# [Activity]
Pictures aside, repeat the whole listing word for word.

# [Data shown]
"""

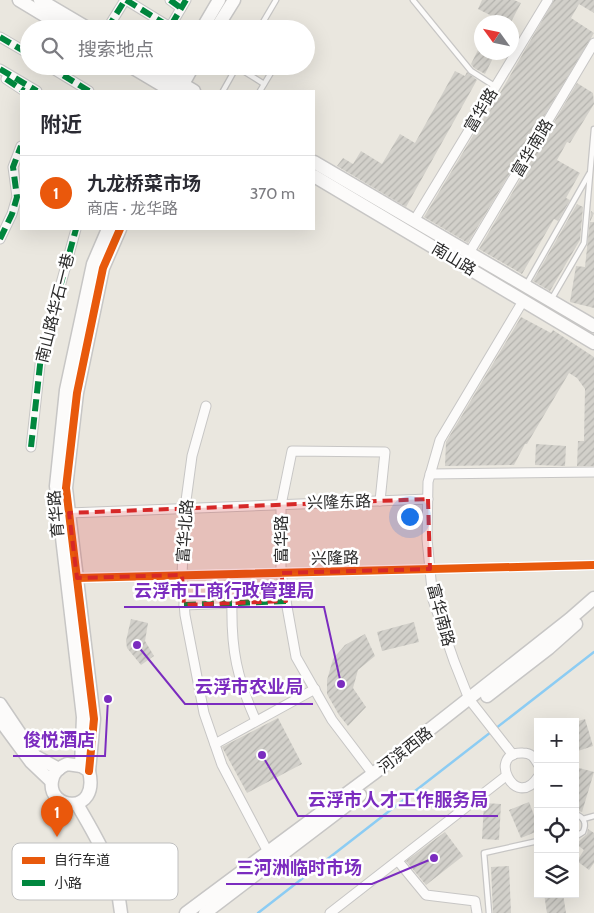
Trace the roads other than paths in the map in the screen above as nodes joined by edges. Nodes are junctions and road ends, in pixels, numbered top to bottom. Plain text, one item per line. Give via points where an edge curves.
1 (19, 0) edge
2 (40, 0) edge
3 (126, 0) edge
4 (170, 0) edge
5 (219, 0) edge
6 (234, 0) edge
7 (276, 0) edge
8 (413, 0) edge
9 (548, 0) edge
10 (183, 4) edge
11 (52, 20) edge
12 (74, 20) edge
13 (113, 20) edge
14 (160, 20) edge
15 (174, 20) edge
16 (207, 20) edge
17 (222, 20) edge
18 (264, 20) edge
19 (0, 37) edge
20 (594, 44) edge
21 (20, 49) edge
22 (0, 69) edge
23 (0, 75) edge
24 (63, 75) edge
25 (152, 75) edge
26 (158, 75) edge
27 (184, 75) edge
28 (194, 75) edge
29 (232, 75) edge
30 (250, 75) edge
31 (270, 75) edge
32 (264, 84) junction
33 (172, 85) edge
34 (496, 87) junction
35 (22, 90) edge
36 (35, 90) edge
37 (87, 90) edge
38 (190, 90) edge
39 (200, 90) edge
40 (224, 90) edge
41 (261, 90) edge
42 (594, 129) edge
43 (20, 149) edge
44 (315, 163) edge
45 (590, 173) junction
46 (315, 177) edge
47 (414, 221) junction
48 (76, 230) edge
49 (108, 230) edge
50 (120, 230) edge
51 (0, 240) edge
52 (469, 253) junction
53 (525, 286) junction
54 (524, 301) junction
55 (550, 301) junction
56 (594, 326) edge
57 (594, 343) edge
58 (206, 406) dead end
59 (31, 447) dead end
60 (594, 472) edge
61 (430, 474) junction
62 (428, 498) junction
63 (380, 500) junction
64 (280, 505) junction
65 (185, 508) junction
66 (69, 513) junction
67 (594, 565) edge
68 (430, 569) junction
69 (281, 573) junction
70 (182, 575) junction
71 (77, 578) junction
72 (594, 598) edge
73 (286, 600) junction
74 (232, 603) junction
75 (184, 605) junction
76 (594, 609) edge
77 (314, 689) junction
78 (0, 704) edge
79 (474, 706) junction
80 (0, 720) edge
81 (256, 722) junction
82 (214, 744) junction
83 (510, 751) junction
84 (538, 763) edge
85 (59, 769) junction
86 (85, 769) junction
87 (373, 774) junction
88 (506, 776) junction
89 (51, 782) junction
90 (534, 783) edge
91 (77, 804) junction
92 (579, 816) edge
93 (594, 816) edge
94 (583, 818) junction
95 (579, 835) edge
96 (534, 842) edge
97 (98, 843) edge
98 (268, 852) junction
99 (398, 861) junction
100 (120, 900) edge
101 (121, 913) edge
102 (186, 913) edge
103 (206, 913) edge
104 (330, 913) edge
105 (476, 913) edge
106 (489, 913) edge

1 - 11 street
2 - 12 street
3 - 13 street
3 - 14 street
4 - 10 street
5 - 16 street
6 - 17 street
7 - 18 lane
8 - 34 lane via 471,71
9 - 34 street, 富华路
10 - 15 street
19 - 21 street
20 - 52 street, 富华南路
22 - 36 street
23 - 35 street
24 - 37 street
25 - 33 street via 156,87
26 - 33 street
27 - 33 street
28 - 39 street
29 - 40 lane
30 - 32 lane
31 - 32 lane
32 - 41 lane
33 - 38 street
34 - 47 street, 富华路
42 - 45 lane
43 - 51 street via 13,167 18,197
44 - 47 street, 南山路
45 - 53 lane
45 - 55 lane via 584,243
46 - 54 street, 南山路
47 - 52 street, 南山路
48 - 59 street, 南山路华石一巷 via 41,356
49 - 86 street, 育华路 via 93,264 66,390 56,486 83,717
50 - 66 street, 育华路 via 103,268 77,393 66,488
52 - 53 street, 南山路
53 - 55 street, 南山路
54 - 57 street, 南山路
54 - 61 street, 富华南路 via 440,440
55 - 56 street, 南山路
58 - 65 street, 富华北路 via 192,456
60 - 61 street
61 - 62 street, 富华南路
62 - 63 street, 兴隆东路
62 - 68 street, 富华南路
63 - 64 street, 兴隆东路
63 - 64 street, 富华路 via 385,452 292,452
64 - 65 street, 兴隆东路
64 - 69 street, 富华路
65 - 66 street, 兴隆东路
65 - 70 street, 富华北路
66 - 71 street, 育华路
67 - 68 street, 兴隆路
68 - 69 street, 兴隆路
68 - 79 street, 富华南路 via 433,600
69 - 70 street, 兴隆路
69 - 73 street, 富华路
70 - 71 street, 兴隆路
70 - 75 street, 富华北路
71 - 86 street, 育华路 via 94,719
72 - 79 street, 河滨西路
73 - 74 street
73 - 77 street, 富华路 via 296,657
74 - 75 street
74 - 81 street via 231,634 236,665
75 - 82 street, 富华北路 via 204,713
76 - 79 street, 河滨西路
77 - 81 street
77 - 87 street, 富华路 via 332,720
78 - 85 street via 35,756
79 - 83 street, 富华南路
79 - 87 street, 河滨西路
79 - 103 street, 河滨西路
80 - 89 street via 31,762
81 - 82 street
82 - 98 street, 富华北路
83 - 84 street via 526,753
83 - 88 street via 505,766
85 - 86 street via 67,764
85 - 89 street
86 - 91 street via 92,784 84,800
87 - 98 street, 河滨西路
88 - 90 street via 517,787
88 - 99 street
89 - 91 street via 60,801
91 - 97 street
92 - 94 lane
93 - 94 lane
94 - 95 lane via 585,828
96 - 106 lane via 484,853
98 - 102 street, 河滨西路
99 - 104 street
99 - 105 street via 426,895 475,900
100 - 101 street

"""

# [Task result]
Trace the roads other than paths in the map in the screen above as nodes joined by edges. Nodes are junctions and road ends, in pixels, numbered top to bottom. Plain text, one item per line. Give via points where an edge curves.
1 (19, 0) edge
2 (40, 0) edge
3 (126, 0) edge
4 (170, 0) edge
5 (219, 0) edge
6 (234, 0) edge
7 (276, 0) edge
8 (413, 0) edge
9 (548, 0) edge
10 (183, 4) edge
11 (52, 20) edge
12 (74, 20) edge
13 (113, 20) edge
14 (160, 20) edge
15 (174, 20) edge
16 (207, 20) edge
17 (222, 20) edge
18 (264, 20) edge
19 (0, 37) edge
20 (594, 44) edge
21 (20, 49) edge
22 (0, 69) edge
23 (0, 75) edge
24 (63, 75) edge
25 (152, 75) edge
26 (158, 75) edge
27 (184, 75) edge
28 (194, 75) edge
29 (232, 75) edge
30 (250, 75) edge
31 (270, 75) edge
32 (264, 84) junction
33 (172, 85) edge
34 (496, 87) junction
35 (22, 90) edge
36 (35, 90) edge
37 (87, 90) edge
38 (190, 90) edge
39 (200, 90) edge
40 (224, 90) edge
41 (261, 90) edge
42 (594, 129) edge
43 (20, 149) edge
44 (315, 163) edge
45 (590, 173) junction
46 (315, 177) edge
47 (414, 221) junction
48 (76, 230) edge
49 (108, 230) edge
50 (120, 230) edge
51 (0, 240) edge
52 (469, 253) junction
53 (525, 286) junction
54 (524, 301) junction
55 (550, 301) junction
56 (594, 326) edge
57 (594, 343) edge
58 (206, 406) dead end
59 (31, 447) dead end
60 (594, 472) edge
61 (430, 474) junction
62 (428, 498) junction
63 (380, 500) junction
64 (280, 505) junction
65 (185, 508) junction
66 (69, 513) junction
67 (594, 565) edge
68 (430, 569) junction
69 (281, 573) junction
70 (182, 575) junction
71 (77, 578) junction
72 (594, 598) edge
73 (286, 600) junction
74 (232, 603) junction
75 (184, 605) junction
76 (594, 609) edge
77 (314, 689) junction
78 (0, 704) edge
79 (474, 706) junction
80 (0, 720) edge
81 (256, 722) junction
82 (214, 744) junction
83 (510, 751) junction
84 (538, 763) edge
85 (59, 769) junction
86 (85, 769) junction
87 (373, 774) junction
88 (506, 776) junction
89 (51, 782) junction
90 (534, 783) edge
91 (77, 804) junction
92 (579, 816) edge
93 (594, 816) edge
94 (583, 818) junction
95 (579, 835) edge
96 (534, 842) edge
97 (98, 843) edge
98 (268, 852) junction
99 (398, 861) junction
100 (120, 900) edge
101 (121, 913) edge
102 (186, 913) edge
103 (206, 913) edge
104 (330, 913) edge
105 (476, 913) edge
106 (489, 913) edge

1 - 11 street
2 - 12 street
3 - 13 street
3 - 14 street
4 - 10 street
5 - 16 street
6 - 17 street
7 - 18 lane
8 - 34 lane via 471,71
9 - 34 street, 富华路
10 - 15 street
19 - 21 street
20 - 52 street, 富华南路
22 - 36 street
23 - 35 street
24 - 37 street
25 - 33 street via 156,87
26 - 33 street
27 - 33 street
28 - 39 street
29 - 40 lane
30 - 32 lane
31 - 32 lane
32 - 41 lane
33 - 38 street
34 - 47 street, 富华路
42 - 45 lane
43 - 51 street via 13,167 18,197
44 - 47 street, 南山路
45 - 53 lane
45 - 55 lane via 584,243
46 - 54 street, 南山路
47 - 52 street, 南山路
48 - 59 street, 南山路华石一巷 via 41,356
49 - 86 street, 育华路 via 93,264 66,390 56,486 83,717
50 - 66 street, 育华路 via 103,268 77,393 66,488
52 - 53 street, 南山路
53 - 55 street, 南山路
54 - 57 street, 南山路
54 - 61 street, 富华南路 via 440,440
55 - 56 street, 南山路
58 - 65 street, 富华北路 via 192,456
60 - 61 street
61 - 62 street, 富华南路
62 - 63 street, 兴隆东路
62 - 68 street, 富华南路
63 - 64 street, 兴隆东路
63 - 64 street, 富华路 via 385,452 292,452
64 - 65 street, 兴隆东路
64 - 69 street, 富华路
65 - 66 street, 兴隆东路
65 - 70 street, 富华北路
66 - 71 street, 育华路
67 - 68 street, 兴隆路
68 - 69 street, 兴隆路
68 - 79 street, 富华南路 via 433,600
69 - 70 street, 兴隆路
69 - 73 street, 富华路
70 - 71 street, 兴隆路
70 - 75 street, 富华北路
71 - 86 street, 育华路 via 94,719
72 - 79 street, 河滨西路
73 - 74 street
73 - 77 street, 富华路 via 296,657
74 - 75 street
74 - 81 street via 231,634 236,665
75 - 82 street, 富华北路 via 204,713
76 - 79 street, 河滨西路
77 - 81 street
77 - 87 street, 富华路 via 332,720
78 - 85 street via 35,756
79 - 83 street, 富华南路
79 - 87 street, 河滨西路
79 - 103 street, 河滨西路
80 - 89 street via 31,762
81 - 82 street
82 - 98 street, 富华北路
83 - 84 street via 526,753
83 - 88 street via 505,766
85 - 86 street via 67,764
85 - 89 street
86 - 91 street via 92,784 84,800
87 - 98 street, 河滨西路
88 - 90 street via 517,787
88 - 99 street
89 - 91 street via 60,801
91 - 97 street
92 - 94 lane
93 - 94 lane
94 - 95 lane via 585,828
96 - 106 lane via 484,853
98 - 102 street, 河滨西路
99 - 104 street
99 - 105 street via 426,895 475,900
100 - 101 street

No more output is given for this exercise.